Free and open source download manager extension

DownThemAll! (DTA) is a free and open source download manager browser extension. DTA can download all or some linked files, images, or embedded objects associated with a web page. It can pause, resume, or restart downloads.

== Features ==

As with any download manager, the main feature of older versions of DTA is parallel or multithreaded downloading. This allows the user to download the file in pieces, then combine the pieces after a completed download. This increases the download speed when connected to a slow server. It has Metalink support, which allows multiple URLs for each file to be used, along with checksums and other information about the content. Multithreaded downloading is no longer possible with the transition to the WebExtension version. Other features no longer supported in the WebExtension version are checksum/hash verification, metalinks, and mirror sources.
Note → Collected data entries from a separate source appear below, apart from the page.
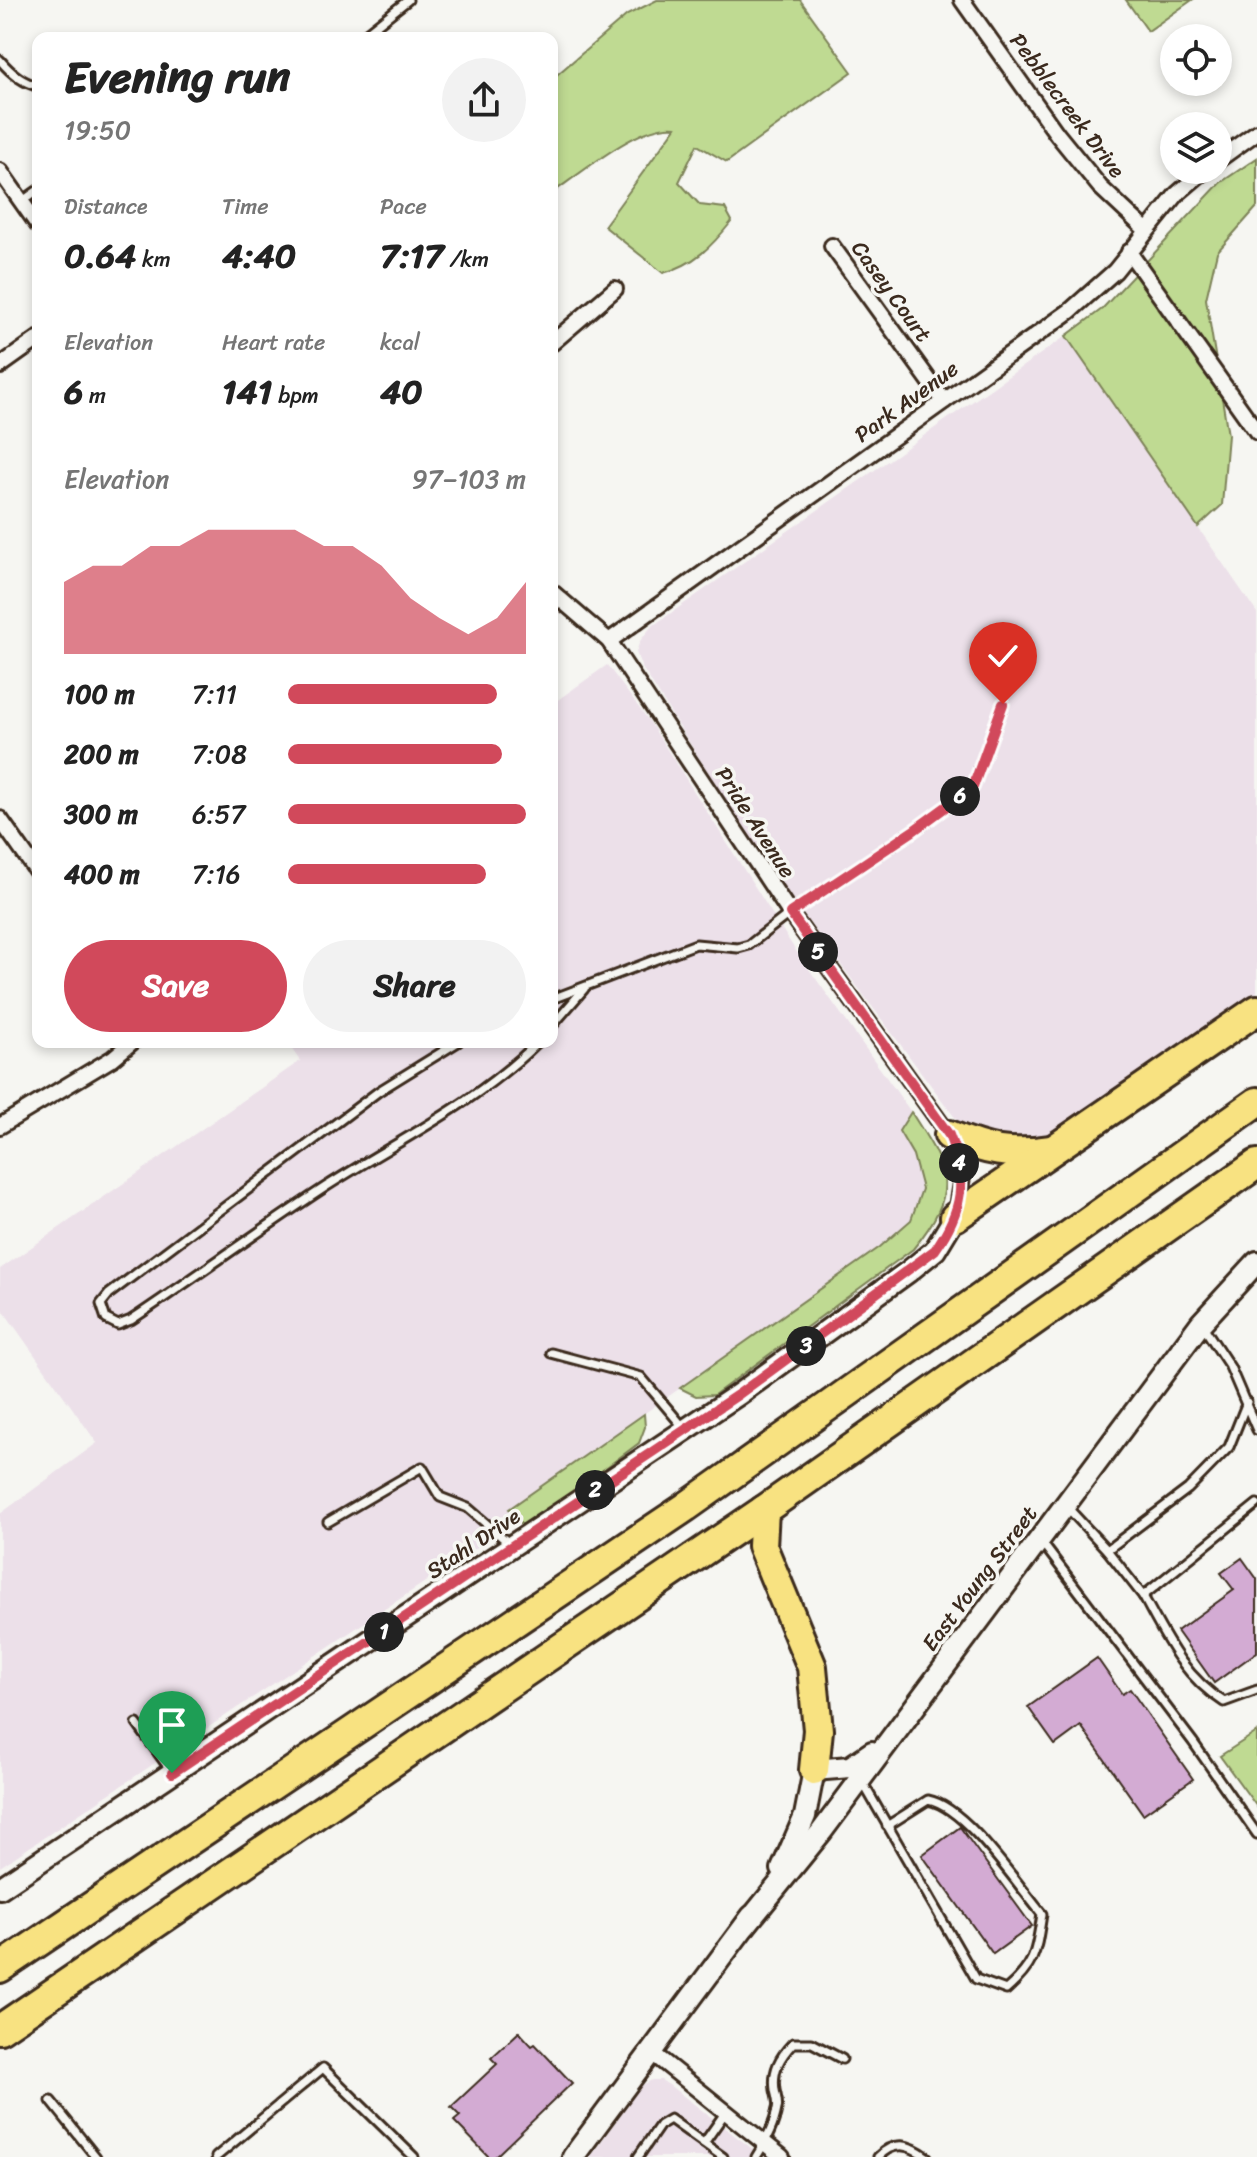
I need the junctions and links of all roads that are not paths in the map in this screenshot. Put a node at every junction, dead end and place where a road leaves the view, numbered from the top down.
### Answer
1 (408, 0) edge
2 (962, 0) edge
3 (368, 32) edge
4 (0, 60) edge
5 (32, 85) edge
6 (1257, 132) edge
7 (1232, 150) edge
8 (0, 171) edge
9 (1189, 184) edge
10 (32, 194) edge
11 (21, 202) junction
12 (32, 217) edge
13 (1146, 230) junction
14 (832, 246) dead end
15 (1129, 252) junction
16 (615, 289) dead end
17 (558, 338) edge
18 (32, 343) edge
19 (0, 366) edge
20 (944, 401) junction
21 (1255, 424) edge
22 (558, 597) edge
23 (609, 641) junction
24 (1003, 704) dead end
25 (0, 819) edge
26 (32, 864) edge
27 (790, 913) junction
28 (586, 988) junction
29 (558, 997) edge
30 (1257, 1010) edge
31 (558, 1019) edge
32 (126, 1048) edge
33 (448, 1048) edge
34 (532, 1048) edge
35 (1257, 1102) edge
36 (0, 1126) edge
37 (949, 1135) junction
38 (1051, 1150) junction
39 (1257, 1164) edge
40 (955, 1217) junction
41 (1257, 1262) edge
42 (1201, 1323) junction
43 (551, 1353) dead end
44 (1247, 1402) junction
45 (686, 1429) junction
46 (1257, 1430) edge
47 (1065, 1504) junction
48 (1257, 1504) edge
49 (764, 1510) junction
50 (328, 1522) dead end
51 (1039, 1538) junction
52 (512, 1546) junction
53 (1107, 1550) junction
54 (1143, 1596) junction
55 (1257, 1690) edge
56 (137, 1724) dead end
57 (884, 1744) junction
58 (814, 1770) junction
59 (172, 1773) junction
60 (860, 1778) junction
61 (887, 1826) junction
62 (1257, 1834) edge
63 (0, 1888) edge
64 (745, 1926) junction
65 (0, 1968) edge
66 (0, 2029) edge
67 (651, 2052) junction
68 (842, 2059) dead end
69 (51, 2101) dead end
70 (725, 2113) junction
71 (704, 2143) junction
72 (765, 2143) junction
73 (96, 2157) edge
74 (216, 2157) edge
75 (414, 2157) edge
76 (573, 2157) edge
77 (638, 2157) edge
78 (723, 2157) edge
79 (756, 2157) edge
80 (782, 2157) edge
81 (878, 2157) edge
82 (927, 2157) edge

1 - 3 lane
2 - 13 street, Pebblecreek Drive
4 - 5 lane
6 - 7 street
8 - 11 street
9 - 13 street, Park Avenue
10 - 11 lane
11 - 12 street
13 - 15 street, Park Avenue
14 - 20 street, Casey Court
15 - 20 street, Park Avenue
15 - 21 street
16 - 17 street
18 - 19 street
20 - 23 street, Park Avenue
22 - 23 street, Pride Avenue
23 - 27 street, Pride Avenue
24 - 27 lane
25 - 26 street
27 - 28 lane
27 - 37 street, Pride Avenue
28 - 29 lane
28 - 31 lane
30 - 38 highway
32 - 36 street
33 - 34 lane
35 - 65 highway
37 - 38 highway
37 - 40 street, Pride Avenue
38 - 40 highway
39 - 49 highway
40 - 45 main road, Stahl Drive
41 - 42 main road, East Young Street
42 - 44 lane
42 - 47 main road, East Young Street
43 - 45 lane
44 - 46 lane
44 - 53 lane
45 - 52 main road, Stahl Drive
47 - 51 main road, East Young Street
47 - 53 lane
48 - 54 lane
49 - 58 highway
49 - 66 highway
50 - 52 lane
51 - 57 main road, East Young Street
51 - 62 lane
52 - 59 main road, Stahl Drive
53 - 54 lane
54 - 55 lane
56 - 59 lane
57 - 58 main road
57 - 60 main road, East Young Street
58 - 64 main road, East Young Street
59 - 63 main road, Stahl Drive
60 - 61 lane
60 - 64 main road, East Young Street
61 - 61 lane
64 - 67 main road, East Young Street
67 - 70 street
67 - 76 main road, East Young Street
68 - 72 lane
69 - 73 lane
70 - 71 lane
70 - 72 street
71 - 77 lane
71 - 78 lane
72 - 79 lane
72 - 80 street
74 - 75 lane
81 - 82 lane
When extracting links from a page, the user may choose to download only specific files (for example: all PDFs) using wildcard or regular expression inclusive filters.

== Versions ==

All versions of DownThemAll! below 4.0 are incompatible with Firefox 57 or above (Quantum). Version 4.0 transitioned the codebase from XUL/XPCOM to WebExtensions (HTML/CSS/JS/WASM). The first 4.0 beta version was released August 21, 2019. On September 1, 2019, DownThemAll! 4.0 was released, supporting Firefox Quantum.

On September 8, 2019, DownThemAll! 4.0.9 was released for Chrome and Opera add-ons. The Chrome add-on can also be used for other Chromium-based browsers, e.g. Microsoft Edge, Brave and Vivaldi.

DownThemAll! was reviewed by Lifehacker, Wired, Spiegel Online, Tucows.